Lines that include the string "Hadley" are the ones to copy from the entries below.

PROVIDED RECORDS START

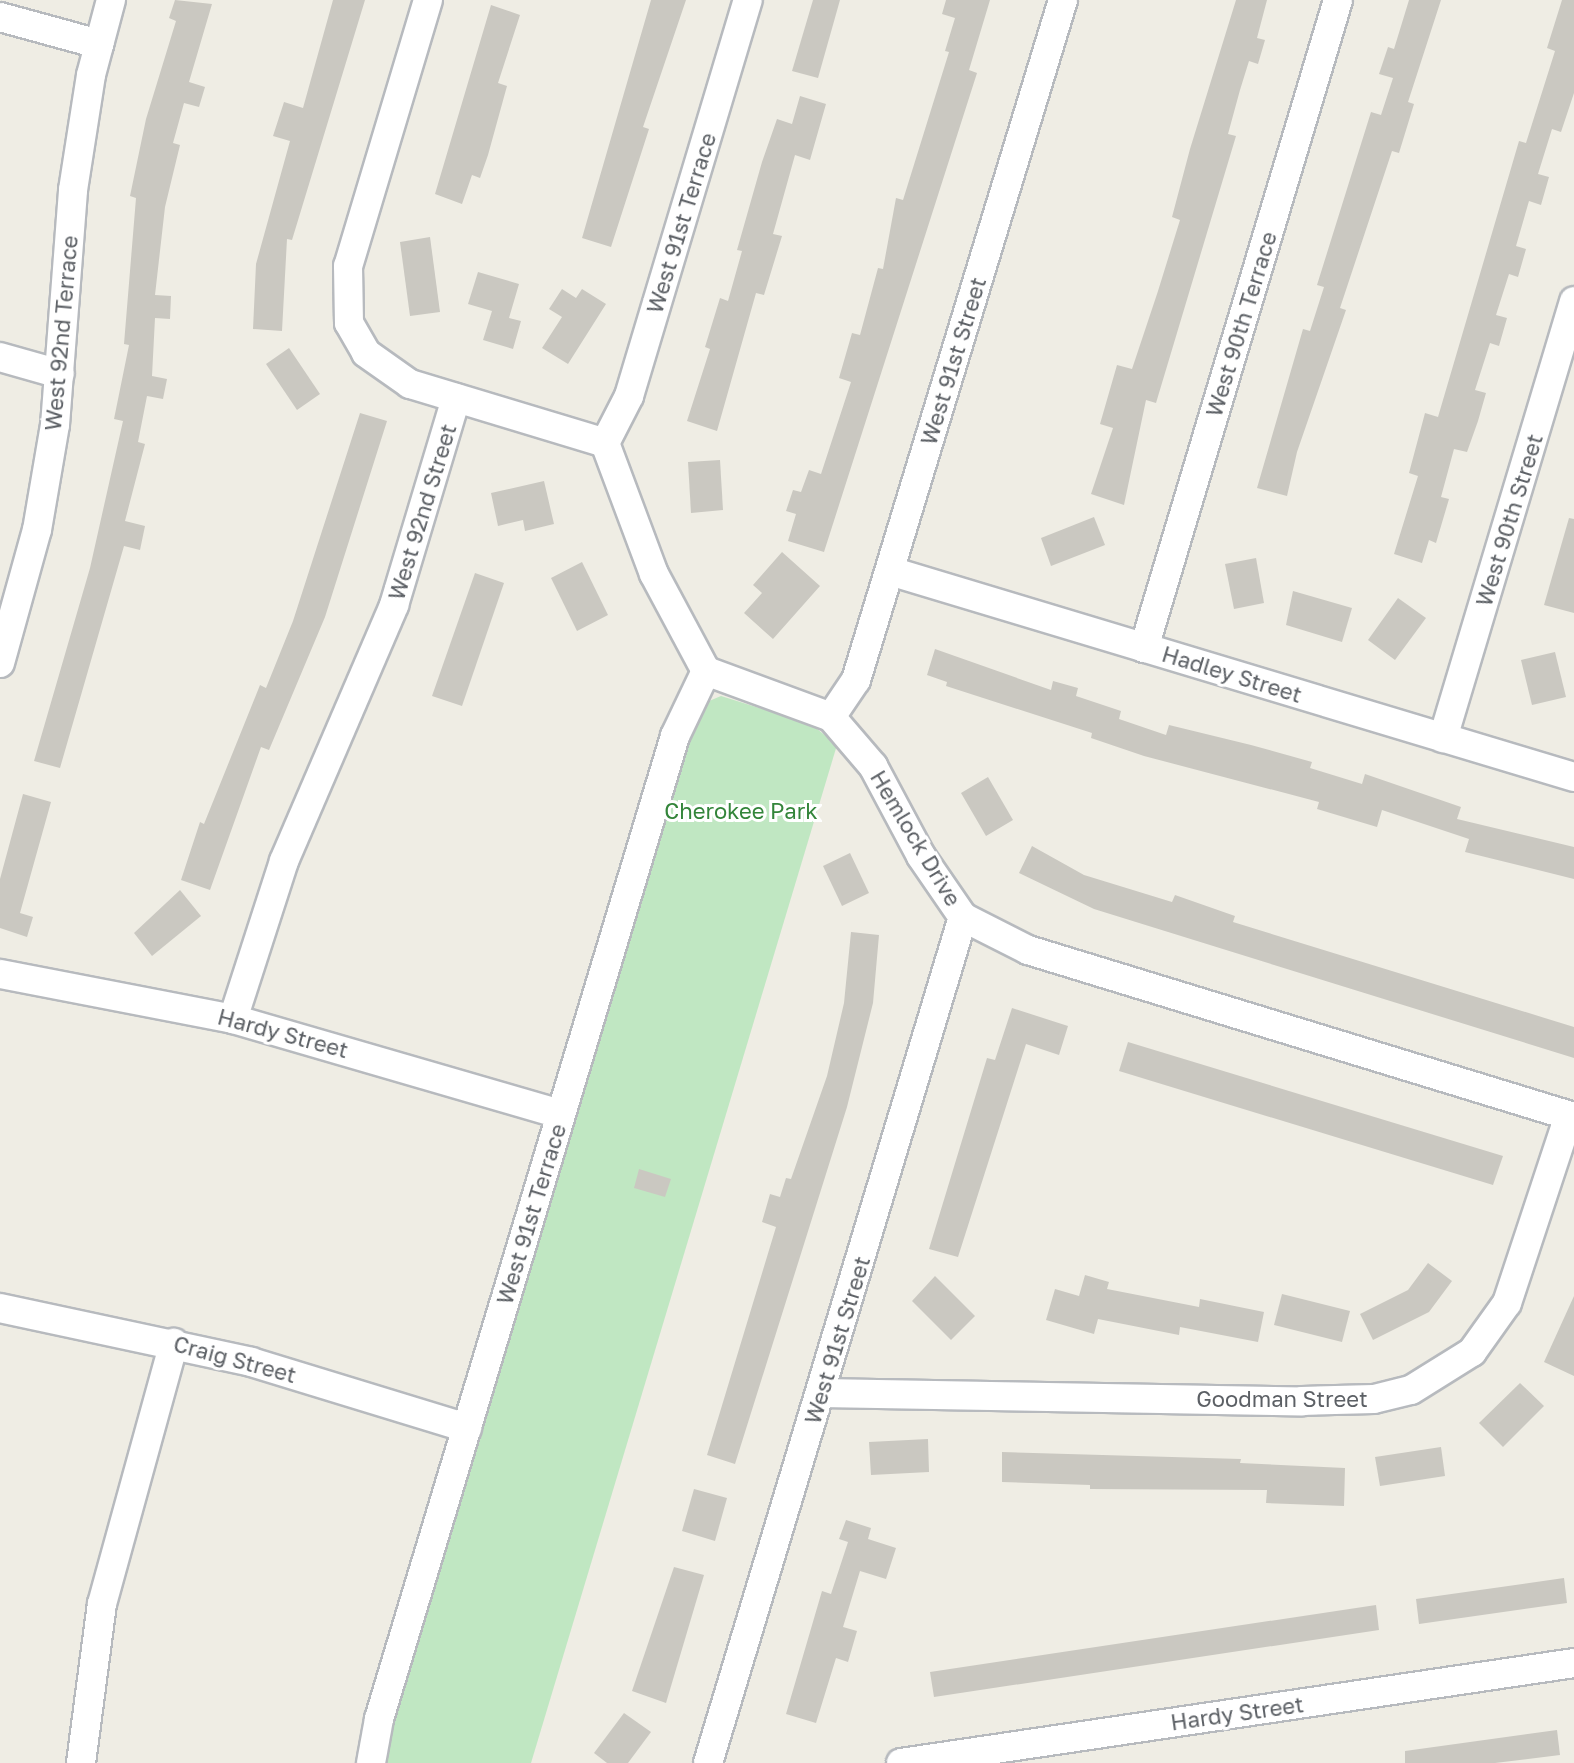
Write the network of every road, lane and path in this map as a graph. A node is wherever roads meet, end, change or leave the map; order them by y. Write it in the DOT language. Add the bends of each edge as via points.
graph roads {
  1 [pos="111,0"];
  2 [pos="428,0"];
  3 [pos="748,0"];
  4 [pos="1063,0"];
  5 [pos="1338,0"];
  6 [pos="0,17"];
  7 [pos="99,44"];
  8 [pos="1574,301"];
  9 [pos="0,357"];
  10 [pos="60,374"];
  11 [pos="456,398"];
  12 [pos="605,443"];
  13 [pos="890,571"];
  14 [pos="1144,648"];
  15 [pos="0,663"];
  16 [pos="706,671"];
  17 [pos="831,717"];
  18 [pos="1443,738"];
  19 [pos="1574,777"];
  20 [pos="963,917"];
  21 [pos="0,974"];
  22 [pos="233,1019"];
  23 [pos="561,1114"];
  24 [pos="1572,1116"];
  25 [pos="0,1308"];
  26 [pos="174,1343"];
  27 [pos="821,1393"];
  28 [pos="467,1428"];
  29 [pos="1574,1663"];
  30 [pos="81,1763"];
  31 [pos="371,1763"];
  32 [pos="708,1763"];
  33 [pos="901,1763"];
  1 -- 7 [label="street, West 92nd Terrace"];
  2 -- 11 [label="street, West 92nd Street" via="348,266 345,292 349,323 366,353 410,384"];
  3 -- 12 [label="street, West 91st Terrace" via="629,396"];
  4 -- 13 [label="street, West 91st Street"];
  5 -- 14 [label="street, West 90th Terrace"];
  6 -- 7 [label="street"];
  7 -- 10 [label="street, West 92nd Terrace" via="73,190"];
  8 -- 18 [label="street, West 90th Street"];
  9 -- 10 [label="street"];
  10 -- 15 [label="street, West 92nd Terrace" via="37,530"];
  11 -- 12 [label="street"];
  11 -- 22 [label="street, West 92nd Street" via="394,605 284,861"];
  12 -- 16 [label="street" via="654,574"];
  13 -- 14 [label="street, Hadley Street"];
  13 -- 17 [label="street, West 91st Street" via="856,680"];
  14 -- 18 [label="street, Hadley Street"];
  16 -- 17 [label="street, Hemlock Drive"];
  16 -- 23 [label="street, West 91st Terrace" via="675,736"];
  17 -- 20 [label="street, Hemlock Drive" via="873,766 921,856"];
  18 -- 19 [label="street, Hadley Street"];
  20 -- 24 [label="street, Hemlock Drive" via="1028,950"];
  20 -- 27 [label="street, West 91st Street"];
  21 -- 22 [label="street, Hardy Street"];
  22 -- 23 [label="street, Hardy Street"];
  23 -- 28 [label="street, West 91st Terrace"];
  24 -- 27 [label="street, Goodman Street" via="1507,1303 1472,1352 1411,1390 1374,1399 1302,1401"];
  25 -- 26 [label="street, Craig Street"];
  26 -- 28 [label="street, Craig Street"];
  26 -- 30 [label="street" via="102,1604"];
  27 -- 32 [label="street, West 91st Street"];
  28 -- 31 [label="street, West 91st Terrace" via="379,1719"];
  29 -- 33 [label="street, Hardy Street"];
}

PROVIDED RECORDS END

WRITTEN RESPONSE:
  13 -- 14 [label="street, Hadley Street"];
  14 -- 18 [label="street, Hadley Street"];
  18 -- 19 [label="street, Hadley Street"];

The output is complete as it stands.